Now you are heading into the Carousel. You put the car 3/4 of the way to the right and go light on the RS’s brakes and bleed some speed and move towards the rumble strip on your left and just kiss the beginning of the apex and let the car drift out to the right, but not to far or you’re in the marbles.
Now you are heading downhill towards Pine Tree a double apex turn. You enter the turn at a bit of an angle, you are braking hard and roll out and get on the gas again to push the back end out, extra easy on a cold track, but the RS keeps its cool.(never mind the pun) you’re on the power again and track out to the left using the rumbles and head for Hangar. You want to take the right at Hangar as fast as possible as it’s the beginning of the long back straight.
You track out to the left and get on it as soon as possible and start running through the gears, 140 mph is upon you in no time as you pass through the kink flat out and the RS has plenty more and is singing a very addictive song, but you have to get yourself set up for the switchback that compromises turns 13 through 15.
You’re flying up hill and you get on the brakes and drive up the rumbles on your right and then quickly back on the power, because of the lack of grip I don’t take on the rumbles at 14 as hard as you normally would and then keep to the left and miss the strips on the right.
You are on your way to turn 16 flat out on the left and then cut in and just kiss the rumbles on the right, this is getting you ready for turn 17, Kryptos. Maybe it should be called Kryptonite as it will try and take away your super powers.
It’s off camber so you want to be all the way to the left, the car wants to go right, but you don’t let it and if you get nervous and let off the gas the back end can snap out on you before you know what the hell is happening and you can come to grief very easily and that’s not what I want to do, so I pass through gently (sort of.)
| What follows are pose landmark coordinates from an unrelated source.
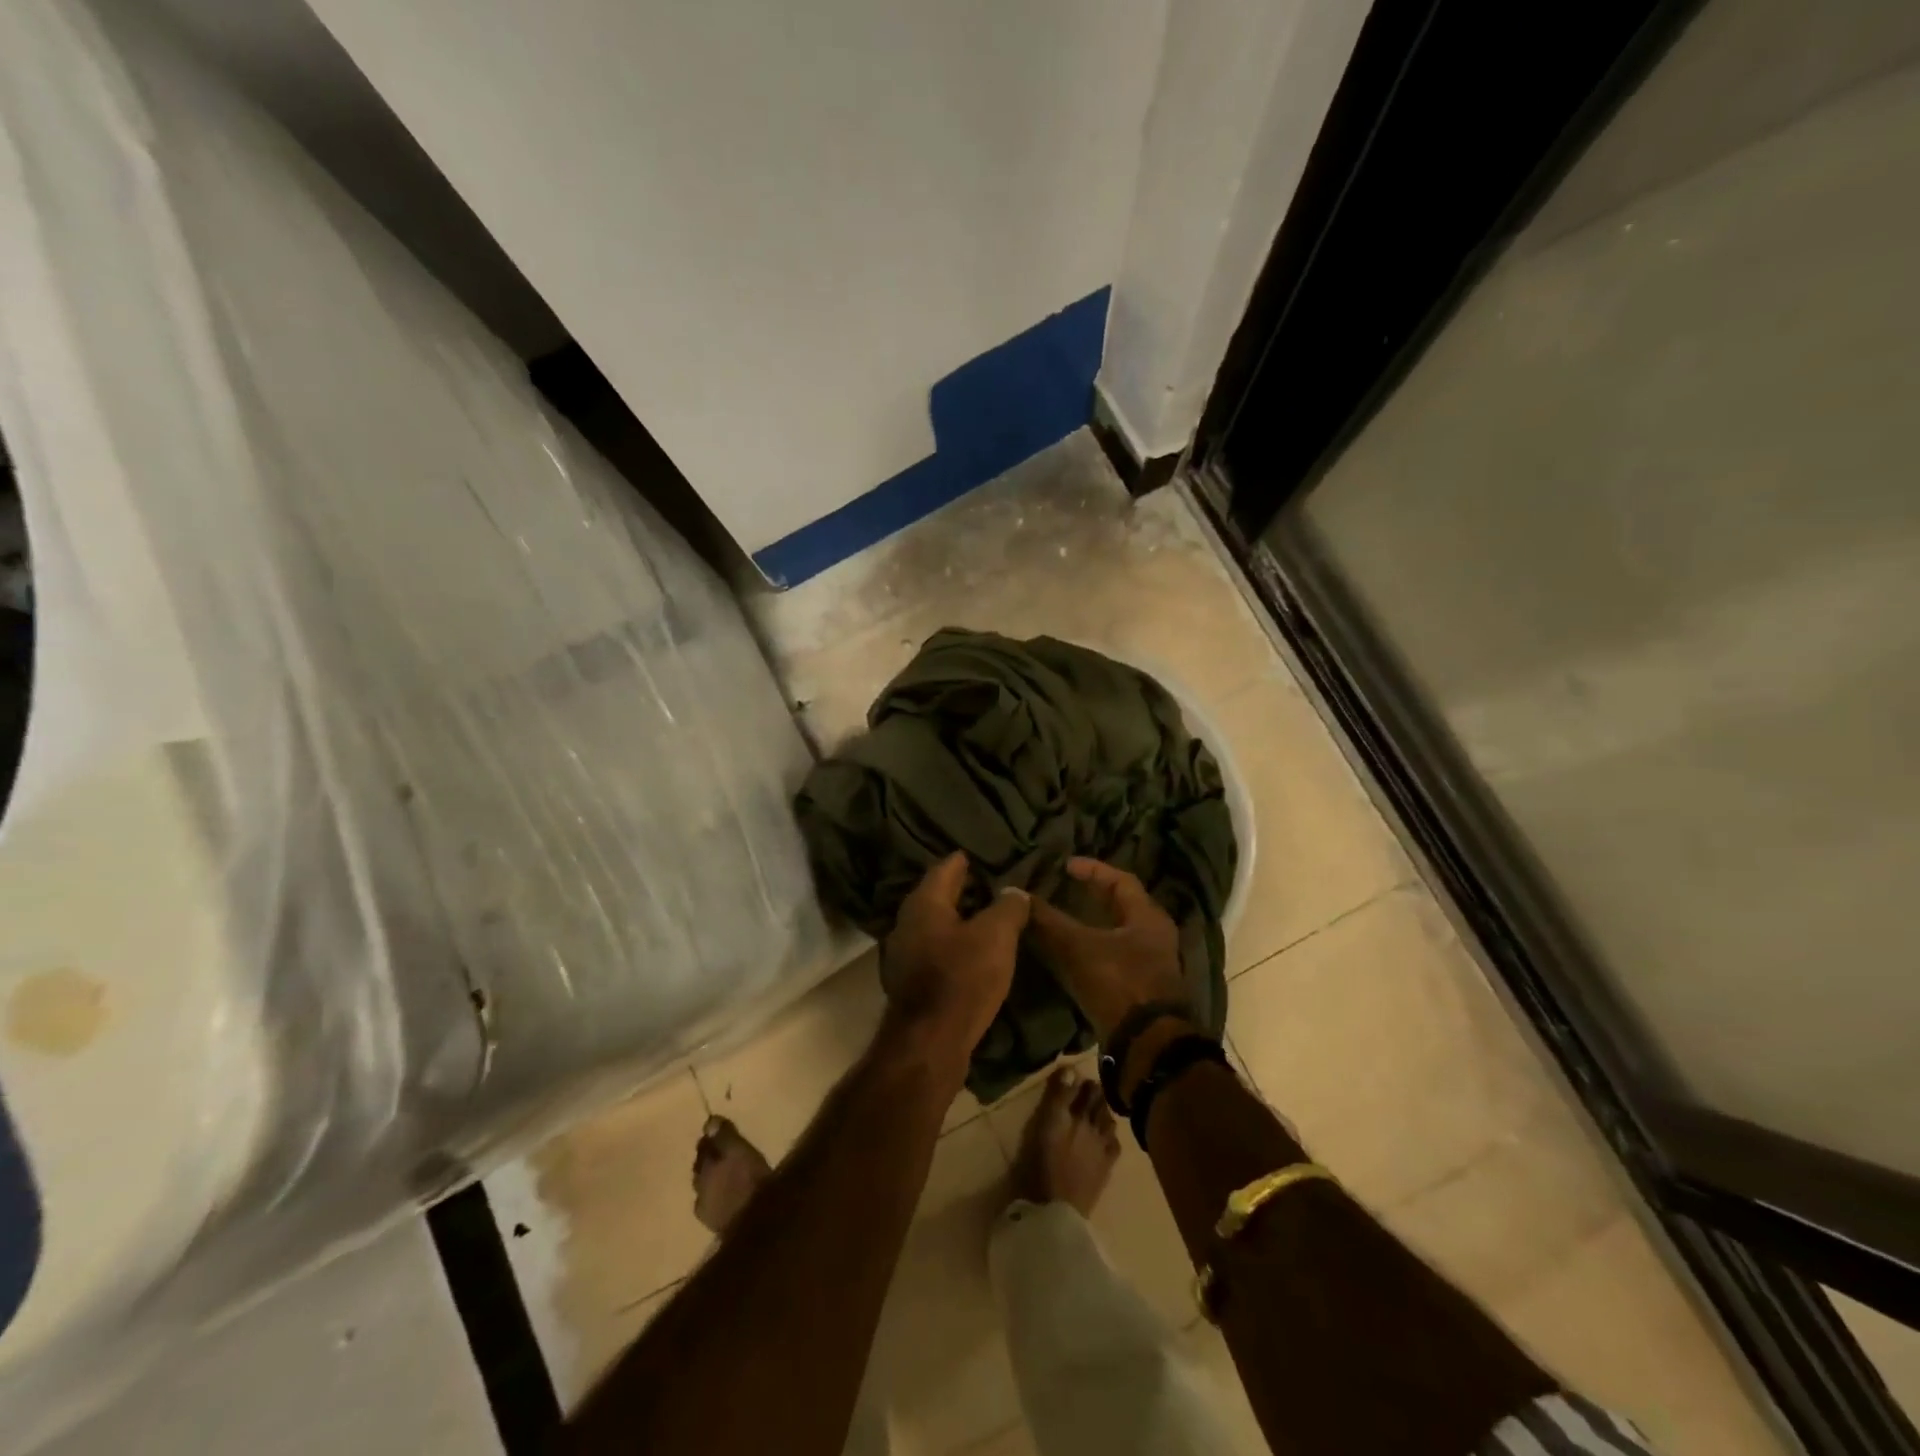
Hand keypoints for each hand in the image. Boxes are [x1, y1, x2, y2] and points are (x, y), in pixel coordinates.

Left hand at [881, 852, 1030, 1081]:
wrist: (930, 1042)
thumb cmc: (963, 978)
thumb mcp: (996, 936)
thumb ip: (1007, 907)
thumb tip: (1013, 891)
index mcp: (924, 903)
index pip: (945, 868)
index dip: (966, 860)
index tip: (983, 855)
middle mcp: (907, 922)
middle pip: (938, 896)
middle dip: (963, 889)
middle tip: (992, 884)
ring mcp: (905, 953)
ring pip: (936, 925)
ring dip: (959, 919)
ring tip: (989, 918)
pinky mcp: (910, 981)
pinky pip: (935, 950)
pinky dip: (954, 944)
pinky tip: (974, 952)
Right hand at [1028, 857, 1186, 1039]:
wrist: (1146, 1045)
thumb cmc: (1118, 984)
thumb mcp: (1077, 948)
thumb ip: (1048, 922)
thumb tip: (1017, 896)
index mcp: (1147, 917)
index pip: (1121, 880)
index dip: (1092, 870)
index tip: (1066, 866)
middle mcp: (1155, 936)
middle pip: (1123, 906)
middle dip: (1093, 896)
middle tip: (1066, 888)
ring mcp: (1151, 964)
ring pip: (1118, 932)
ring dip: (1093, 923)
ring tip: (1064, 919)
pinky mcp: (1142, 988)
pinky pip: (1115, 956)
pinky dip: (1093, 948)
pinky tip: (1072, 955)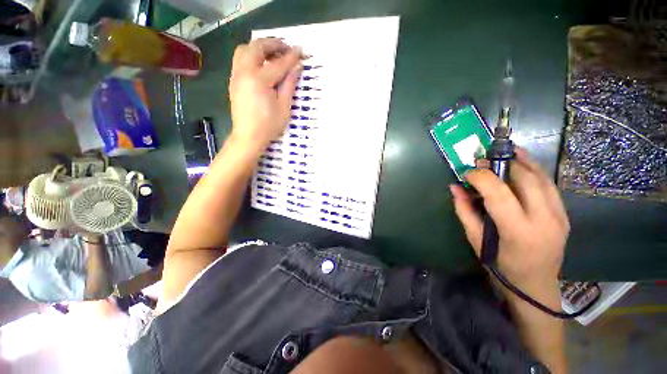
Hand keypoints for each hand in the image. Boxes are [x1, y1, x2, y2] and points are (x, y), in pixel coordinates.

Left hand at [229, 38, 303, 150]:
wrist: (248, 136)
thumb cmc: (269, 125)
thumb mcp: (284, 107)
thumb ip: (289, 84)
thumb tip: (297, 67)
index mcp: (259, 80)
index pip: (278, 63)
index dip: (291, 57)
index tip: (301, 51)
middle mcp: (244, 72)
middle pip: (257, 47)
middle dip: (273, 44)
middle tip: (286, 49)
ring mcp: (236, 75)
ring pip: (245, 49)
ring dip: (260, 47)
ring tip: (273, 55)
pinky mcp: (234, 80)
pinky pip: (240, 59)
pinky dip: (252, 55)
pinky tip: (262, 65)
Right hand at [450, 148, 568, 297]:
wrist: (536, 286)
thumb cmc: (501, 266)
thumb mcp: (476, 240)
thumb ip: (464, 211)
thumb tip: (454, 187)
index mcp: (518, 231)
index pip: (499, 193)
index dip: (482, 177)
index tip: (468, 172)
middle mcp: (544, 220)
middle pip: (525, 179)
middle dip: (502, 163)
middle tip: (484, 160)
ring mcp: (559, 216)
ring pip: (542, 178)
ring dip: (522, 161)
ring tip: (505, 152)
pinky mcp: (564, 214)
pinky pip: (550, 185)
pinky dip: (535, 170)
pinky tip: (523, 164)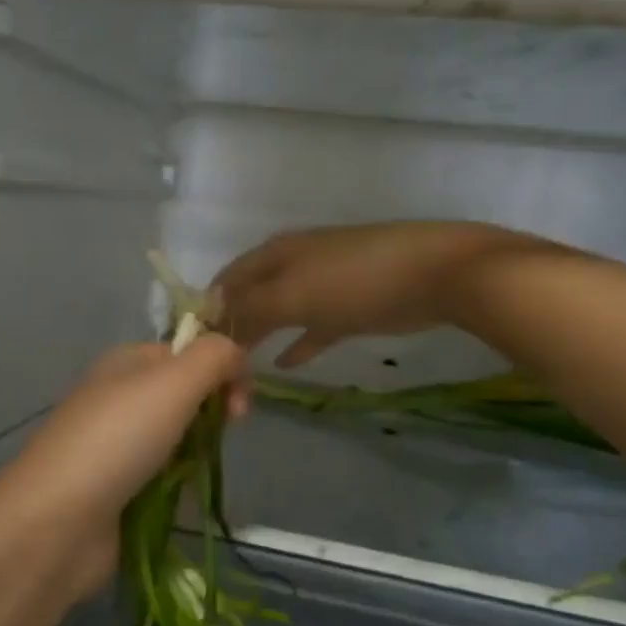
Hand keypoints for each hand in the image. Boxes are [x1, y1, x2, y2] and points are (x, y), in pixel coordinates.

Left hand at [0, 337, 248, 600]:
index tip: (240, 406)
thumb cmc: (118, 440)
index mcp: (127, 363)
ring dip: (196, 454)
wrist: (58, 522)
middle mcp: (119, 398)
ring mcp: (116, 446)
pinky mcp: (117, 490)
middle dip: (211, 415)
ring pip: (177, 439)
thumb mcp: (173, 381)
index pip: (188, 353)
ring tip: (194, 473)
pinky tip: (179, 499)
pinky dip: (177, 486)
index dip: (222, 371)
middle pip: (185, 396)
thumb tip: (236, 357)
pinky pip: (162, 478)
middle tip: (220, 436)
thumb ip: (214, 357)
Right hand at [215, 222, 508, 366]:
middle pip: (250, 298)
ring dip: (260, 339)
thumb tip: (212, 321)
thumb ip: (249, 308)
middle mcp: (292, 265)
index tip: (190, 349)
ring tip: (240, 370)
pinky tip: (284, 365)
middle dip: (232, 330)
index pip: (226, 282)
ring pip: (279, 314)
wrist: (435, 273)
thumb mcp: (293, 294)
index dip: (206, 311)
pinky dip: (297, 344)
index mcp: (274, 255)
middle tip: (214, 368)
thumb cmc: (355, 281)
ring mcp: (323, 285)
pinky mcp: (350, 307)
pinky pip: (312, 328)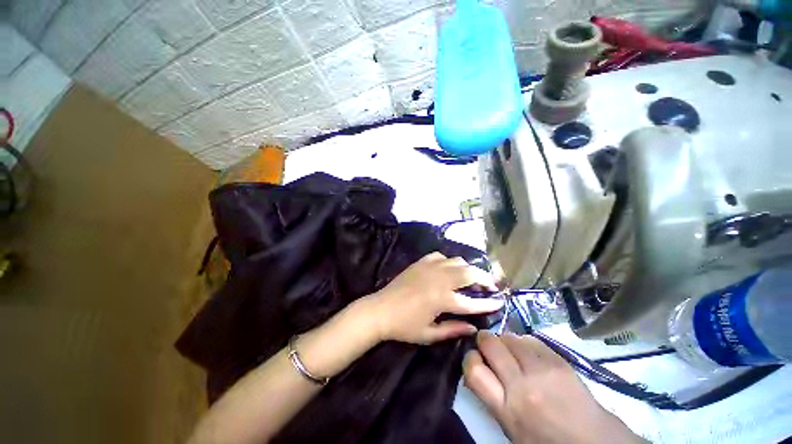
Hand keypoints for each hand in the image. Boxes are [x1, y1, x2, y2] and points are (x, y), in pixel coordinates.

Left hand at [363, 252, 503, 344]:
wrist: (381, 309)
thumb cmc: (404, 326)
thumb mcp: (430, 334)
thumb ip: (453, 329)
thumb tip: (473, 328)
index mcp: (442, 299)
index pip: (472, 302)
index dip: (489, 303)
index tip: (500, 302)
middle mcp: (439, 279)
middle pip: (469, 273)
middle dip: (485, 278)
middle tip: (491, 285)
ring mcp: (430, 267)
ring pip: (457, 261)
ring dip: (468, 268)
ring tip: (472, 278)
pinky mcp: (421, 262)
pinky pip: (441, 256)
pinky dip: (449, 261)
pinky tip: (448, 269)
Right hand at [463, 332, 642, 443]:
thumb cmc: (547, 442)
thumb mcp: (510, 429)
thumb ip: (492, 397)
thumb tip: (478, 368)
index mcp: (507, 410)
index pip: (474, 370)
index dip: (470, 358)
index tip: (474, 357)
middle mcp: (522, 386)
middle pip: (491, 345)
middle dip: (484, 340)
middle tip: (487, 343)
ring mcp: (543, 371)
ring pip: (511, 337)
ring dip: (505, 339)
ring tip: (509, 348)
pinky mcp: (560, 362)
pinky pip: (532, 340)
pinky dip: (524, 342)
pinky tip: (528, 351)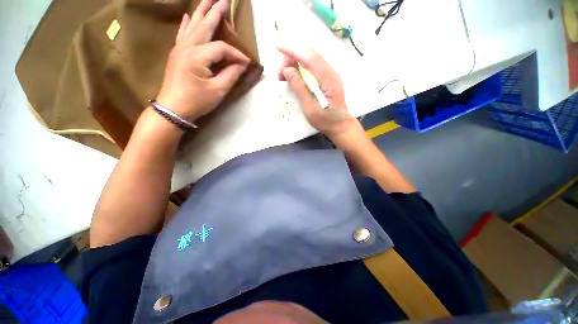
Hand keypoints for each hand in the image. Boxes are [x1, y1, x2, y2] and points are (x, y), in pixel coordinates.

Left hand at [157, 0, 249, 122]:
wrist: (172, 109)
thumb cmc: (196, 101)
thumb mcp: (218, 90)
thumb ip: (231, 74)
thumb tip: (242, 64)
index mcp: (198, 56)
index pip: (222, 48)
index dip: (237, 55)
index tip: (247, 63)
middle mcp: (187, 47)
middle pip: (204, 25)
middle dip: (215, 12)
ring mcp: (179, 49)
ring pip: (192, 26)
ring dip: (201, 12)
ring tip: (208, 0)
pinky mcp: (176, 54)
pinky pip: (182, 34)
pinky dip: (186, 24)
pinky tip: (187, 16)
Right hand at [277, 45, 356, 138]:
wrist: (340, 125)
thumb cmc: (325, 121)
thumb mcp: (310, 109)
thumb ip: (299, 89)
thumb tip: (288, 70)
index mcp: (328, 79)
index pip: (309, 58)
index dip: (292, 50)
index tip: (277, 46)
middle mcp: (331, 72)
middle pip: (309, 55)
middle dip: (291, 58)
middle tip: (280, 75)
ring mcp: (330, 74)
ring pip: (310, 59)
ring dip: (295, 63)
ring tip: (284, 77)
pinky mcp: (327, 78)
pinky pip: (312, 66)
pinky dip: (300, 68)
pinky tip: (294, 77)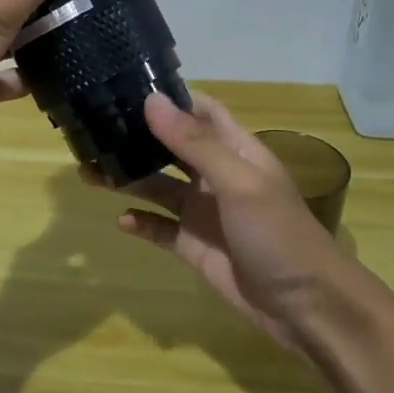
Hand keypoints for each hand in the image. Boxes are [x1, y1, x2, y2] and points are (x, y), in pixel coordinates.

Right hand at [106, 92, 348, 353]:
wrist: (304, 306)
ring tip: (89, 170)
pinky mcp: (192, 247)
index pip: (201, 111)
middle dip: (138, 137)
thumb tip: (151, 101)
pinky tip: (120, 220)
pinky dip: (140, 223)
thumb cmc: (278, 233)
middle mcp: (216, 176)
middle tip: (93, 127)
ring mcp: (203, 213)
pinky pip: (159, 229)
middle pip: (171, 148)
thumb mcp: (239, 183)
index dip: (170, 99)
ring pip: (158, 187)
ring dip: (128, 178)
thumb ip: (195, 144)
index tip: (126, 86)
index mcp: (235, 151)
The RS is carrying a whole bunch of speed here screaming into turn 18 the hairpin. You are braking hard, hard, hard and downshifting to second gear moving out to the left and then turning into the right and using every bit of the track to make your turn onto the North Straight, the steering is so precise you can place the car with laser precision.
Coming into turn 1 it’s almost like another carousel you drift out to the right and clip the second apex and track out to the right where you are going down hill to the left to enter the Esses and turn 2.
Even in the cold the RS tracks smoothly and has you dreaming of warmer days. You don’t want to be too hot into 2 as it will push you to far to the left, it’s not really a throwaway turn but you don’t want to be more than halfway out in the middle of the track this allows you to grab all of the apex and rumbles on the left of turn 3 and you track out to the right down the Club House straight and do it all over again, and again and again. All the time with a large grin on your kisser.
A Memorable Legacy
This is an RS playground. Actually, any road is an RS playground. The good thing about Monticello is you are not going to be staring into a pair of mirrored sunglasses and asking “what’s the problem officer?”
The RS inspires confidence and does everything right. You put it on the track and it doesn’t even break a sweat and then you could drive it home, it wouldn’t be that hard to daily drive it. Some might think it too harsh a ride for that, but they just don’t get it.
In the years since this RS was created there have been faster, more technically advanced models. Where would the GT3RS be without its older brother? But there is something elemental about the RS. It’s analog in a digital world, it’s brash where some have become genteel. It’s fast enough, wild enough, and dangerous enough to make it the absolute perfect Porsche.